Your use case appears more suited for iterating over the vertices of the output route geometry.
This is not my area of expertise, but I did find the IConstructAngle.ConstructThreePoint method. You would input from, through, and to points, and get the angle value created by the three points. As you iterate the vertices of the route geometry, you can calculate what the next angle is for input to your robot.
You also stated, "I have the route saved and displayed as layer ,now should i use that layer file or the result nalayer that is being saved as the result layer(.lyr)"
If you do elect to retrieve your route feature using the Routes class in the NALayer, the way I usually get to the associated feature classes is by first retrieving the NAContext from the NALayer via INALayer.Context. Then use INAContext.NAClasses to get your Routes class, like this:
INAContext naContext = naLayer.Context;
INAClass naClass = naContext.NAClasses.get_ItemByName("Routes") as INAClass;
Then you can cast your NAClass as a feature class and iterate over it with IFeatureClass.Search.
I didn't try running your code, but I think I see what your problem is. In the method IEnumVertexExample, you take a NALayer (cast as ILayer) and try to cast it as a IPointCollection:
public void IEnumVertexExample(ILayer nlyr)//(add nalayer(route) here)
{
IPointCollection pointCollection = nlyr as IPointCollection;
Here is a helpful hint in using the resource center to work with ArcObjects: You can go to the link for an interface and see which CoClasses implement that interface. If you go to IPointCollection, and scroll down to "CoClasses that implement IPointCollection", you won't see NALayer as one of those options. You need one of the classes that is listed there. In your case, you need a Polyline.
For the most part, a layer is just a reference to some data, for the purposes of displaying it in ArcMap or elsewhere. Network Analyst Layers (NALayer), instead of referencing data in a geodatabase or shapefile, references some in-memory feature classes. More specifically, the NALayer is a composite layer that holds sublayers that reference in-memory feature classes. I know, it is a bit confusing.
For your scenario, you need to take your INALayer, get its Context, via INALayer.Context. Then you use the Context to get to the subclass that interests you, "Routes". That subclass holds your output route geometry.
Then you use a feature cursor to iterate over the rows of the class.

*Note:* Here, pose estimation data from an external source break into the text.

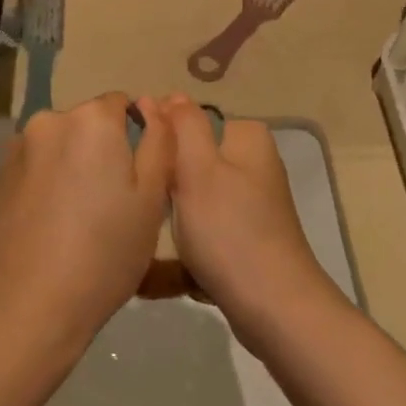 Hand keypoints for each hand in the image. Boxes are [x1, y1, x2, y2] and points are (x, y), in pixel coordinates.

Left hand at [0, 92, 175, 351]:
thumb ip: (158, 141)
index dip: (134, 137)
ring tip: (78, 220)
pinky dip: (45, 185)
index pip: (120, 104)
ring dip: (71, 167)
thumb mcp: (152, 198)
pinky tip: (49, 227)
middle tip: (111, 205)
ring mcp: (17, 149)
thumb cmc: (105, 251)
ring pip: (58, 147)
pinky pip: (33, 169)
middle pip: (86, 125)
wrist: (28, 304)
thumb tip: (151, 106)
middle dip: (100, 151)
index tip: (136, 179)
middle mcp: (49, 121)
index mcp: (91, 120)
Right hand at [161, 96, 334, 338]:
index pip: (189, 120)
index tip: (132, 164)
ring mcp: (251, 206)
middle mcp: (253, 165)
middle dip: (162, 184)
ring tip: (144, 241)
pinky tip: (156, 276)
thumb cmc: (229, 230)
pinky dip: (183, 253)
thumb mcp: (198, 168)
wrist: (273, 309)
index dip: (157, 138)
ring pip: (192, 201)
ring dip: (169, 222)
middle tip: (138, 204)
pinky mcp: (245, 241)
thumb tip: (171, 96)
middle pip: (190, 162)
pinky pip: (203, 235)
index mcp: (246, 138)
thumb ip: (184, 125)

You should only have one row in your Routes class. Get that row and get the polyline from it. That polyline is your output route geometry.
INAContext naContext = naLayer.Context;
IFeatureClass routesClass = naContext.NAClasses.get_ItemByName("Routes") as IFeatureClass;
IFeatureCursor cursor = routesClass.Search(null, true);
IFeature feature = cursor.NextFeature();
IPolyline outputRoute = feature.Shape as IPolyline;
Then just pass your outputRoute to the method you made called "IEnumVertexExample", instead of a layer. The outputRoute will not be null when cast as IPointCollection, because a Polyline supports that interface.
To tie up the resource center part of this forum post, if you go to the help page for IFeature.Shape, you see that the Shape is returned as an IGeometry. If you follow the link to the IGeometry page, you see that one of the CoClasses that supports IGeometry is a Polyline. And a Polyline is what you need to cast as an IPointCollection. Bingo! We came full circle.